**Problem to solve**
The result should be every line of the listing that holds the word "river".

****

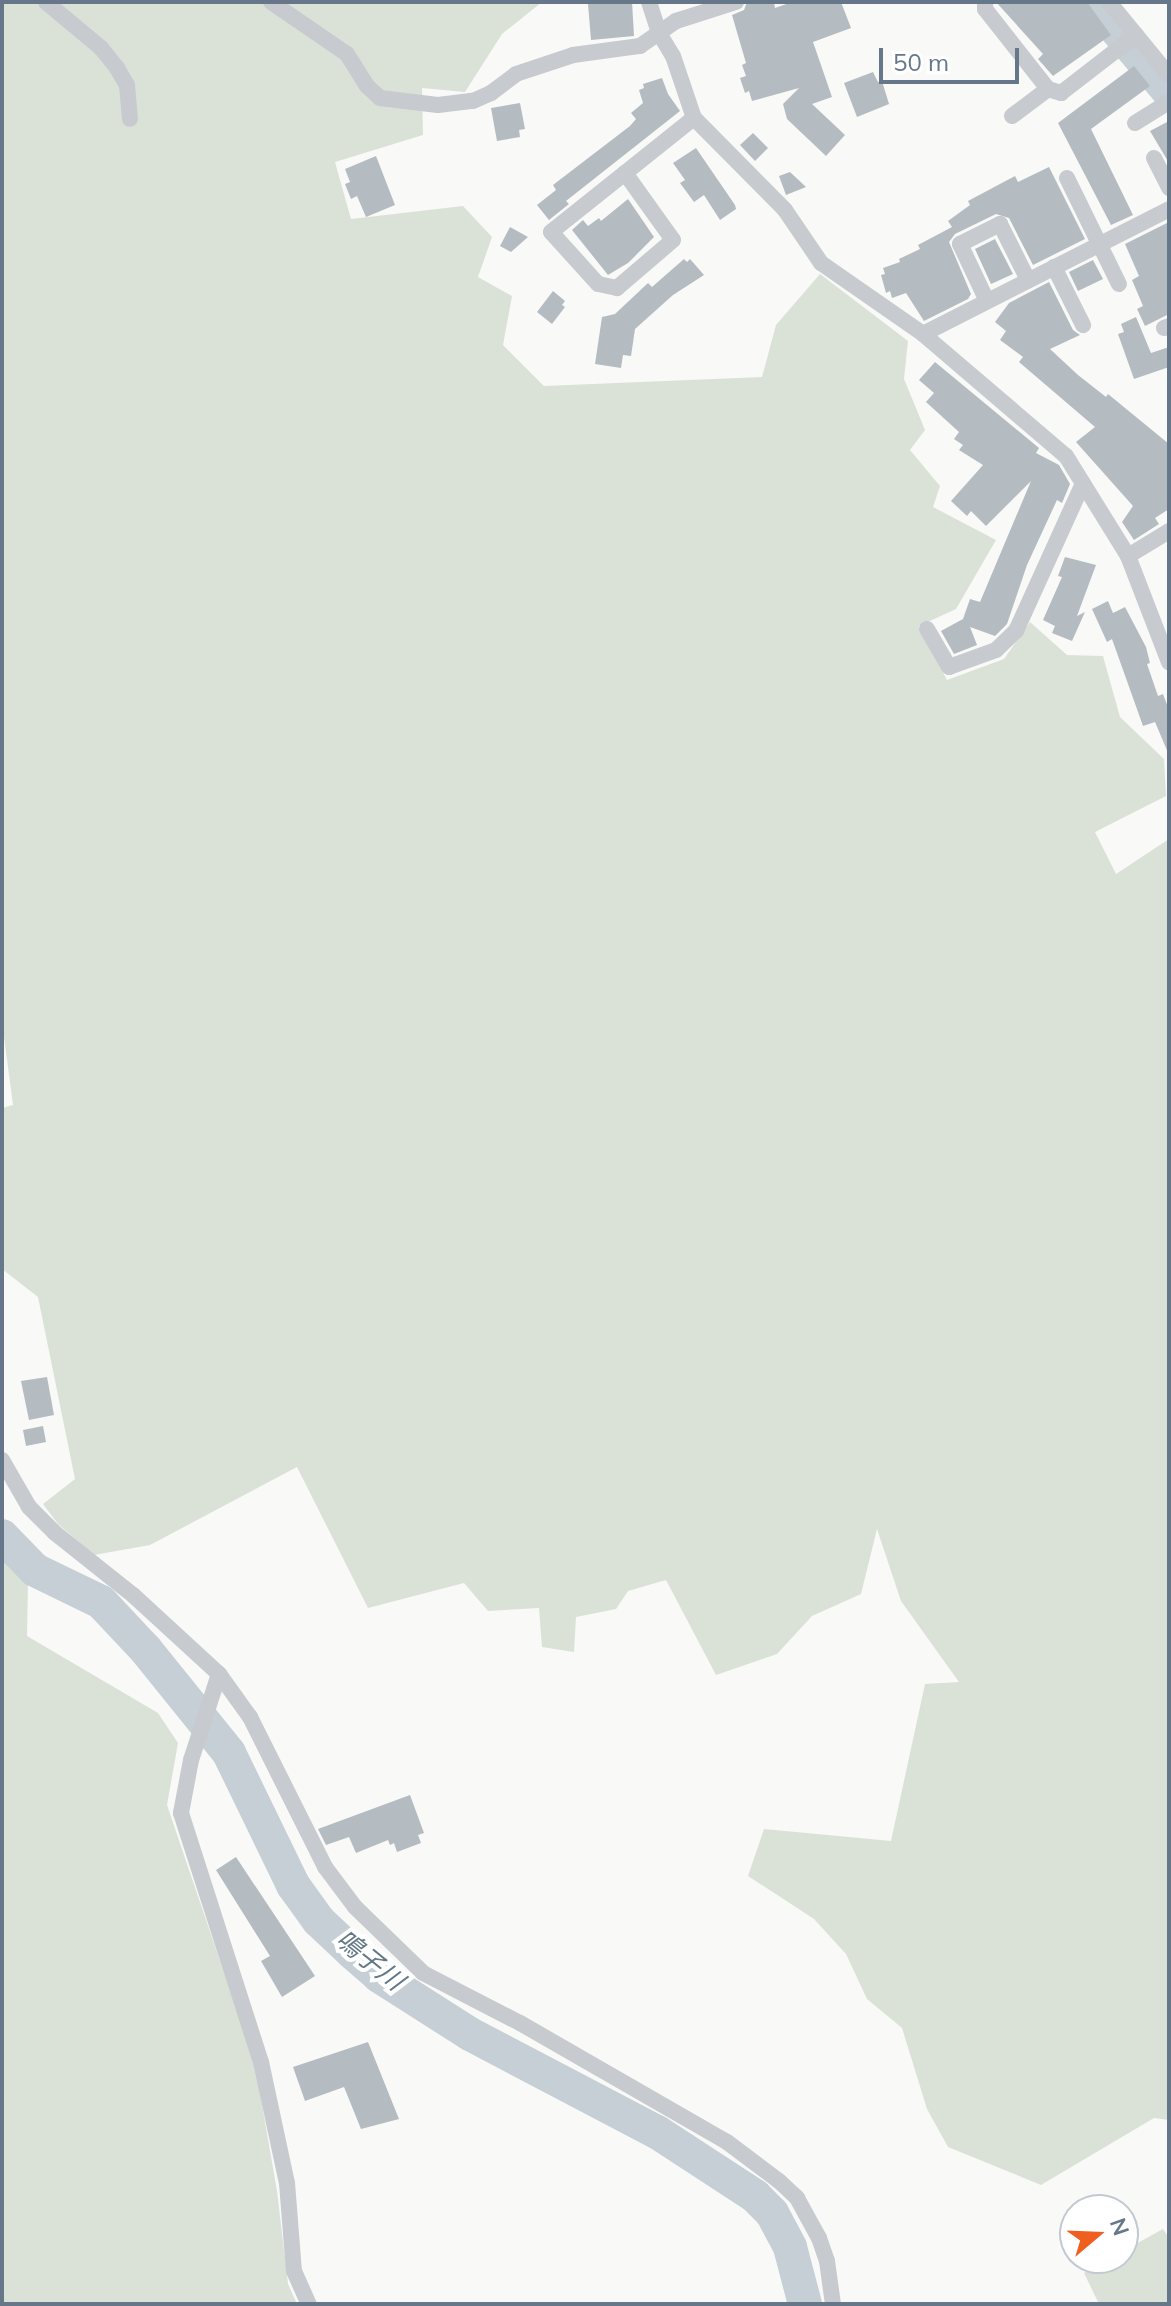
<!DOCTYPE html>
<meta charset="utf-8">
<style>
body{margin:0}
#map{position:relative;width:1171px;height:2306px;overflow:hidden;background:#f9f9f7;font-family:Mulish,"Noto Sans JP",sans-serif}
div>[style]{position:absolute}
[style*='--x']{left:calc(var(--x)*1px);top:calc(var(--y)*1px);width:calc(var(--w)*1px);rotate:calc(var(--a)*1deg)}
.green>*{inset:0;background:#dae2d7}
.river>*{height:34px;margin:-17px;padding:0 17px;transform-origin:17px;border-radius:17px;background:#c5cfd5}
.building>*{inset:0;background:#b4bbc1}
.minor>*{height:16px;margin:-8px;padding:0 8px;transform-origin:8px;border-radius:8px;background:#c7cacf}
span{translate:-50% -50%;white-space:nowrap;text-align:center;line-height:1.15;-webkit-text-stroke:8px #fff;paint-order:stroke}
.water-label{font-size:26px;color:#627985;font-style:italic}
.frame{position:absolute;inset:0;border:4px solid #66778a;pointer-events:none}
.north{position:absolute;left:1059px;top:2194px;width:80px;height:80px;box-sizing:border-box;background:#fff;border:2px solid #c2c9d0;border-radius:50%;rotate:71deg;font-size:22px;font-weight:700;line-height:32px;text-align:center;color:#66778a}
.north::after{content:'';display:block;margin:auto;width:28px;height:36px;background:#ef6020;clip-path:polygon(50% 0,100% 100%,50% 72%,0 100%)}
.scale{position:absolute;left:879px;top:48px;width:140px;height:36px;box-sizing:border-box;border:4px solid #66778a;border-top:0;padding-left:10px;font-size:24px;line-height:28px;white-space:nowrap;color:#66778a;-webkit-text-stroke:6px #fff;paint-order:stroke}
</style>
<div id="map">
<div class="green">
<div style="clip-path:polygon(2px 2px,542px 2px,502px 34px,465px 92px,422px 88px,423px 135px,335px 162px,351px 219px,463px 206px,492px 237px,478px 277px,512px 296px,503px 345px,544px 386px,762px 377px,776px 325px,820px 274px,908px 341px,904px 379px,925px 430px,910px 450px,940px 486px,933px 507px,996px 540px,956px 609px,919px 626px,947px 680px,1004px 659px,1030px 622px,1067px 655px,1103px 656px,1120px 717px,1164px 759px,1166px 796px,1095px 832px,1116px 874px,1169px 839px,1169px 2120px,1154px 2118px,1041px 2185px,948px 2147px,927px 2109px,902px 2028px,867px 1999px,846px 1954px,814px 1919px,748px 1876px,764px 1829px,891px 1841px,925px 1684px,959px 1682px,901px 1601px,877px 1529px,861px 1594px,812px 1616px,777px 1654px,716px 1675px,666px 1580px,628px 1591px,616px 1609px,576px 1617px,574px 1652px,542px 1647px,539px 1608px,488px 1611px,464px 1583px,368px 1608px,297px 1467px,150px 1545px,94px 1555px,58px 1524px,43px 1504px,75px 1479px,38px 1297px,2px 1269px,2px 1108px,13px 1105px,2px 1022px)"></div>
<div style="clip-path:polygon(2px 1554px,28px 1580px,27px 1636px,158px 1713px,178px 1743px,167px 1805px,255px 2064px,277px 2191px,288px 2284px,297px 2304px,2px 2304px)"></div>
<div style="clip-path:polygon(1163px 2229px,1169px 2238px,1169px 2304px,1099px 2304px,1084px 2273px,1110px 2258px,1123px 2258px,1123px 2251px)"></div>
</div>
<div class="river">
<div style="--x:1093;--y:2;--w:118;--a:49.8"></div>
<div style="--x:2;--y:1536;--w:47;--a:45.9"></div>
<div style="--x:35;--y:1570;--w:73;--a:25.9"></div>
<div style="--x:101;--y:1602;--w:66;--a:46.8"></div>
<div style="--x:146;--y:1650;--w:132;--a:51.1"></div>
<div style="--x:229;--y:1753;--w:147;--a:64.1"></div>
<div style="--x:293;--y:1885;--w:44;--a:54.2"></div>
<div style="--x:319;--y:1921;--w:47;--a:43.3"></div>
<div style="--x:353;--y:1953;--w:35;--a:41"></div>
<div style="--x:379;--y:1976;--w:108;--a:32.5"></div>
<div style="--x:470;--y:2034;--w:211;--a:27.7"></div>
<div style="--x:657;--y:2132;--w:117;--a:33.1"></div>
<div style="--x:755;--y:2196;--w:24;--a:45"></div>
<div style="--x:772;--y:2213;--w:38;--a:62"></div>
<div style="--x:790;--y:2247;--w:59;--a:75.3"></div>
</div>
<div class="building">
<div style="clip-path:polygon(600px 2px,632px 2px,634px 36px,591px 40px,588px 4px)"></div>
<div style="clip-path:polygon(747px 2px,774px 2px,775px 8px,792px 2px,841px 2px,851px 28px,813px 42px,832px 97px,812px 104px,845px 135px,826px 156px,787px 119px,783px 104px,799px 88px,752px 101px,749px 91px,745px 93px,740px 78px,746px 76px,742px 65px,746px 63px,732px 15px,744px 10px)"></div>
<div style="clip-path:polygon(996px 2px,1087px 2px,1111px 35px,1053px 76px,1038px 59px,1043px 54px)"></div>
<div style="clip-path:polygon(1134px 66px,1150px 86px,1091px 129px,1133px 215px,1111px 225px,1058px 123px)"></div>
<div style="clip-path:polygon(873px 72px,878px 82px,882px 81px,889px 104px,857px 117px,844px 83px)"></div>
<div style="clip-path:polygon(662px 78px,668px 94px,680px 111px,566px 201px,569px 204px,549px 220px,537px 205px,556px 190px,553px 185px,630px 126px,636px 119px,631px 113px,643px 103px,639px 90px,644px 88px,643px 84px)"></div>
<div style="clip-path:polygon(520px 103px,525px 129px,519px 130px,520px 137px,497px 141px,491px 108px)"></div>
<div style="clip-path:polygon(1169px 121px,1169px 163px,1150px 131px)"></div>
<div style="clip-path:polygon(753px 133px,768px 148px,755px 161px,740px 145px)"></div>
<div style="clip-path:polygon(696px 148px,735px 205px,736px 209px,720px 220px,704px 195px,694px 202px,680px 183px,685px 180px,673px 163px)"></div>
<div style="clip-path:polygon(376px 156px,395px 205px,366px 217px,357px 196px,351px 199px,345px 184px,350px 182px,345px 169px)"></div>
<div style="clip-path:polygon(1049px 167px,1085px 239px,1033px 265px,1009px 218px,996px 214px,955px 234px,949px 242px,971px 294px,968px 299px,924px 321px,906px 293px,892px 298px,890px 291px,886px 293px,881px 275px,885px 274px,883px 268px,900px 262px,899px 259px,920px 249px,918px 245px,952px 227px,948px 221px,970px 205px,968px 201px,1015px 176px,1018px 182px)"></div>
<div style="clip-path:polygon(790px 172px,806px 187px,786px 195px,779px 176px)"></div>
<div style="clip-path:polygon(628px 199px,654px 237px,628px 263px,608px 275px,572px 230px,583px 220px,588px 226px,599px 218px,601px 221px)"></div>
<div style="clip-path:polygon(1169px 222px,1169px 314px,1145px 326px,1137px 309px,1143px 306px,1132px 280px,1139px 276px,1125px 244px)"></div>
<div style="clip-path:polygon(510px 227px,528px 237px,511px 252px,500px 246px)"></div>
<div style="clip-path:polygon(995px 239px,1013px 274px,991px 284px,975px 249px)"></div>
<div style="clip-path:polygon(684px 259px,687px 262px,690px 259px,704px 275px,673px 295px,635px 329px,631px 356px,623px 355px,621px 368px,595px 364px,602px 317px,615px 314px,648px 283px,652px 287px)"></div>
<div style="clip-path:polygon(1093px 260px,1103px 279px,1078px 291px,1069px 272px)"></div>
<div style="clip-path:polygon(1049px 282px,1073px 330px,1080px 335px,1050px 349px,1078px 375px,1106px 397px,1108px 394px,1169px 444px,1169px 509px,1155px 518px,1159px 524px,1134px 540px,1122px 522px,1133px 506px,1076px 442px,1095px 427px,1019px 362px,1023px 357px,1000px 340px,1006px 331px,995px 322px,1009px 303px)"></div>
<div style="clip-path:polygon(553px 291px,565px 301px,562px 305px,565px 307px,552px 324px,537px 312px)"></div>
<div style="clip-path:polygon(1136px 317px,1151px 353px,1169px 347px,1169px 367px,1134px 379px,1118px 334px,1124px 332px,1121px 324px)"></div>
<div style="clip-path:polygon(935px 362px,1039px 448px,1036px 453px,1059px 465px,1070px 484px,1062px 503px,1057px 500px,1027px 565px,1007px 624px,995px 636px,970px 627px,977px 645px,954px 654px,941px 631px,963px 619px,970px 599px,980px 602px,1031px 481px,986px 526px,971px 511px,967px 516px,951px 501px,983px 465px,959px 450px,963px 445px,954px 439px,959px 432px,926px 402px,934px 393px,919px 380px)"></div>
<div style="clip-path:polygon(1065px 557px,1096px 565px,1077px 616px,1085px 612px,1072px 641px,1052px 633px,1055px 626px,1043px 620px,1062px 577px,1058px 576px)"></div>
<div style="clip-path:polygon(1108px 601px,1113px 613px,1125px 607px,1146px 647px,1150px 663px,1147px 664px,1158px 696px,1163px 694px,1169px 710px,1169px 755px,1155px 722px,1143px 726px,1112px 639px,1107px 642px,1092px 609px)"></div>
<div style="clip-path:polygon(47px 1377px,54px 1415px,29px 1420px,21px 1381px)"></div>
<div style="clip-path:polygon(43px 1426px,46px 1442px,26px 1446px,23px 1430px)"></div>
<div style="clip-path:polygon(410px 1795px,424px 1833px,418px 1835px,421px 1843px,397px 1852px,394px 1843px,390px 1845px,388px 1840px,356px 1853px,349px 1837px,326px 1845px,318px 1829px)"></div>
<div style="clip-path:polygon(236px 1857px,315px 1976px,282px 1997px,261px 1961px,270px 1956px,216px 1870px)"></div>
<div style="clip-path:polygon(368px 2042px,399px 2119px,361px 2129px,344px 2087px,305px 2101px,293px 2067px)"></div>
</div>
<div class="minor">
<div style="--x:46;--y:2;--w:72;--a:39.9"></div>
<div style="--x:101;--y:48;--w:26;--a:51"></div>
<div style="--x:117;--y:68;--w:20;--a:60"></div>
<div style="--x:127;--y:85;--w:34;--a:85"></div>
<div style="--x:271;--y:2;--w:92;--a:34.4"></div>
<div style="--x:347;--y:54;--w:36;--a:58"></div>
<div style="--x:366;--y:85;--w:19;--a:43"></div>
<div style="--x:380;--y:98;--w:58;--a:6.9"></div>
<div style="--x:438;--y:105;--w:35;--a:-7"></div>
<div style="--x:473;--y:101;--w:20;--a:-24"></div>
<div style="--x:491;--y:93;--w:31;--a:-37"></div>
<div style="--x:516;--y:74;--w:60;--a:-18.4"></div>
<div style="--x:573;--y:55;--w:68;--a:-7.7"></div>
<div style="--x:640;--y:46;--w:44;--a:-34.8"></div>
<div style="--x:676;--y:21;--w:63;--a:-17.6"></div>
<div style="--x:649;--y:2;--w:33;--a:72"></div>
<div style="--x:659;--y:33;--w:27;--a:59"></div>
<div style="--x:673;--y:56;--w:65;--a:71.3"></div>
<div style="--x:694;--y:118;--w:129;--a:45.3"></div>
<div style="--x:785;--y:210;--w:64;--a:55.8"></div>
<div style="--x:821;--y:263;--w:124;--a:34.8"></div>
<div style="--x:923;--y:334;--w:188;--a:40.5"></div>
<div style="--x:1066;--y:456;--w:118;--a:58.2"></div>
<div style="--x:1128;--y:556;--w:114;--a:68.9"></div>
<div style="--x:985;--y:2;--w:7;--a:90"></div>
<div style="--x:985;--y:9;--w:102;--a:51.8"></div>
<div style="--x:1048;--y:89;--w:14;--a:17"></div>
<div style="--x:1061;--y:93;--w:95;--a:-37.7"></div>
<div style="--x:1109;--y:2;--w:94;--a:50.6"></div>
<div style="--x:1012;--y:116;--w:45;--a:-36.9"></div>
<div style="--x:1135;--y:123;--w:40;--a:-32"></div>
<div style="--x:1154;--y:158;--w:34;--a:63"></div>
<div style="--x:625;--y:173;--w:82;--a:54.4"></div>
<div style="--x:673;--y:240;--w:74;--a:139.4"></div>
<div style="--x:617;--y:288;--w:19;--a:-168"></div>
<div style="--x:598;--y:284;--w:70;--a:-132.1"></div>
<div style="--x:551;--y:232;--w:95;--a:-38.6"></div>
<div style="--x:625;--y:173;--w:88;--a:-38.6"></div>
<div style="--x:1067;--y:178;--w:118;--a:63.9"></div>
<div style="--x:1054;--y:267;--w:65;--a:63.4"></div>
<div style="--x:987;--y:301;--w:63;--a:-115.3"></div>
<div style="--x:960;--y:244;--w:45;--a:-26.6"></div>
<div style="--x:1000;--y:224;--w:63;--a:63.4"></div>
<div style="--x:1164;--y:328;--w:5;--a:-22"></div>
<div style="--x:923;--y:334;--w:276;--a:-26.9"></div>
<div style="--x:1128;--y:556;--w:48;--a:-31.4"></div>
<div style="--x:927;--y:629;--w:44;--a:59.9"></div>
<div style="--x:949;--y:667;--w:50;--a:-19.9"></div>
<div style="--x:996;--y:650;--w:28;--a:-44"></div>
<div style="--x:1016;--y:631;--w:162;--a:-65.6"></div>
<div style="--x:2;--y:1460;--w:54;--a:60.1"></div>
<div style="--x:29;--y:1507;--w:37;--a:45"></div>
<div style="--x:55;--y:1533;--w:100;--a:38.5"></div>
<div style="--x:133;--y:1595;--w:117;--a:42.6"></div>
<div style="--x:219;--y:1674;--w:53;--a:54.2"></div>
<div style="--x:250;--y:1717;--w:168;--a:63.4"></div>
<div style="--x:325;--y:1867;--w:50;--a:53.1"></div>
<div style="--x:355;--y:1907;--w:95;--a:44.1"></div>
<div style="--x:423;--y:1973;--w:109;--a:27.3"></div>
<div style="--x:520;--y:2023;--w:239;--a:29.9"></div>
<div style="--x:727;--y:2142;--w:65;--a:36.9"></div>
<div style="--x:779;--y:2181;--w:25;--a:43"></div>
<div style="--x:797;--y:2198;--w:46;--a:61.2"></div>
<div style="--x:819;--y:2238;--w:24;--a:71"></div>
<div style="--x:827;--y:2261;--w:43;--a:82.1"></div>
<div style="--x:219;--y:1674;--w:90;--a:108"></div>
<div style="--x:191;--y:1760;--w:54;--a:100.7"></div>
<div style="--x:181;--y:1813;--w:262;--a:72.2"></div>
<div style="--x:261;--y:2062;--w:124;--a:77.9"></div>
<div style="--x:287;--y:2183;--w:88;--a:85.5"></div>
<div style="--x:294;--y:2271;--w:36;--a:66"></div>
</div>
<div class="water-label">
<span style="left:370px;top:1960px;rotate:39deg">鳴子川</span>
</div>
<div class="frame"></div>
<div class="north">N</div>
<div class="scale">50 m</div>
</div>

****

**Task answer**
.river>*{height:34px;margin:-17px;padding:0 17px;transform-origin:17px;border-radius:17px;background:#c5cfd5}
<div class="river">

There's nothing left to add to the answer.